If folk music’s prime currency is authenticity, Langhorne Slim might well earn some crooked eyebrows. Classically trained at the SUNY-Purchase conservatory, Sean Scolnik donned loafers and floppy hat and named himself after his hometown in the tradition of all those rail-hoppin’ ramblers who used to do that. The blogosphere gobbled up this aesthetic and and have cast Slim in the role of GuthrieDylan inheritor he came dressed to play.

Really, Slim doesn’t make music like that at all. His music is much more poptimistic, with an evangelical energy that has led some critics to call his music religious (and not in the way Bob Dylan equated Woody Guthrie’s music with religion). Slim’s lyrics lunge, albeit passionately, with a blade that is shinier than it is sharp. Cat Stevens, with his spiritual conceit, is an apter analog—or the Avett Brothers, with whom Slim has toured.

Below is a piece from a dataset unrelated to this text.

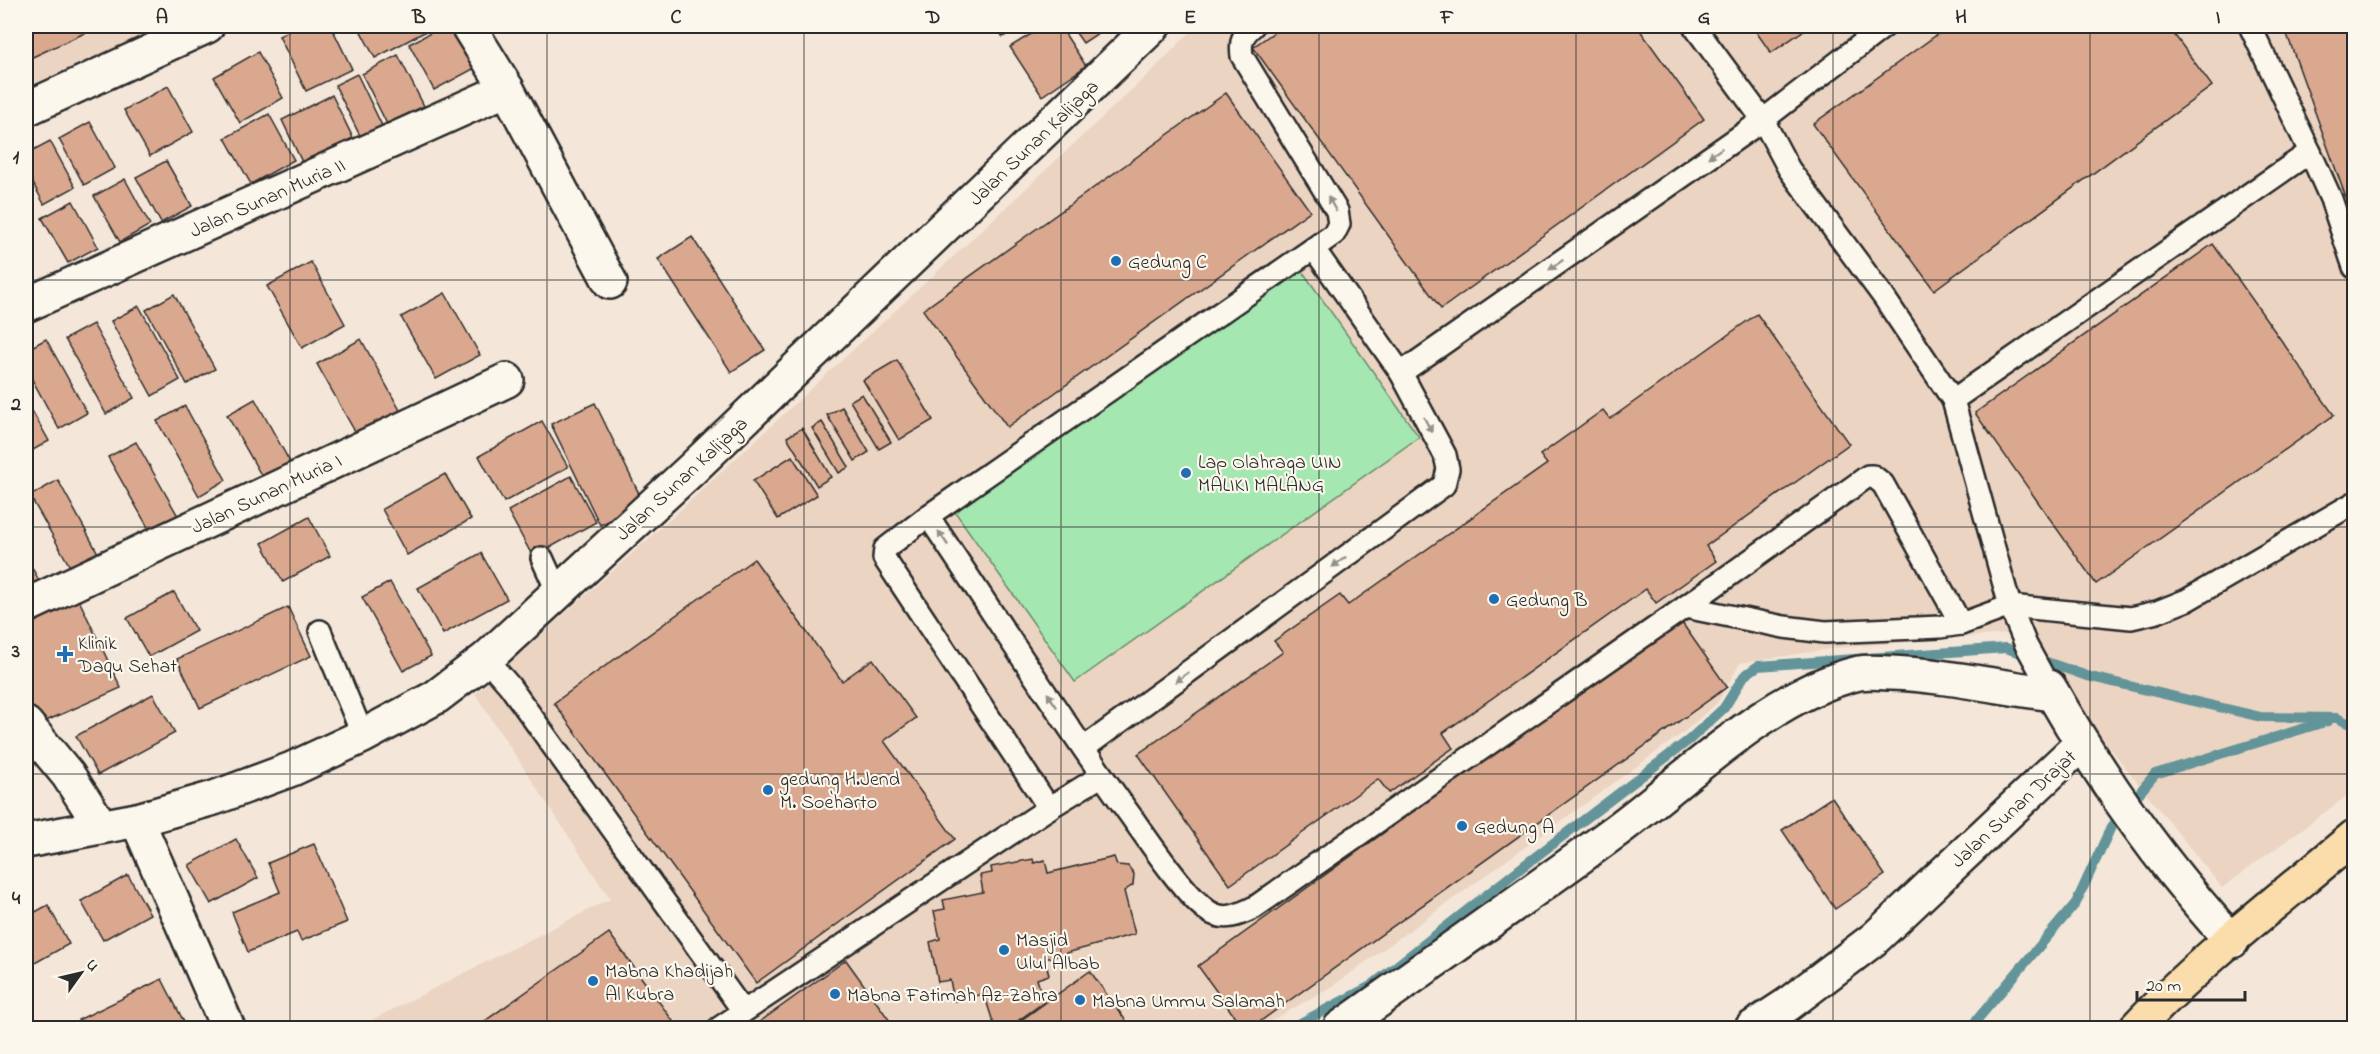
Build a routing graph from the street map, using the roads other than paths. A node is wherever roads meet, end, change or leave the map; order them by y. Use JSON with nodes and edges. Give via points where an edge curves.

The irony, of course, is that once Langhorne Slim is amputated from the Guthrie-Dylan continuum the question of authenticity ceases to pose a problem, and we can appreciate Scolnik for what he is: An upbeat kid with a folk-gospel bent who makes dynamic, non-threatening, thoroughly enjoyable pop music.

Langhorne Slim plays tonight at the Rock ‘N’ Roll Hotel with Dawes, left-coast country rock act whom Rolling Stone last week certified as “breaking,” and who occasionally go Steinbeck all over their blog. Doors at 8 p.m.; $12-$14.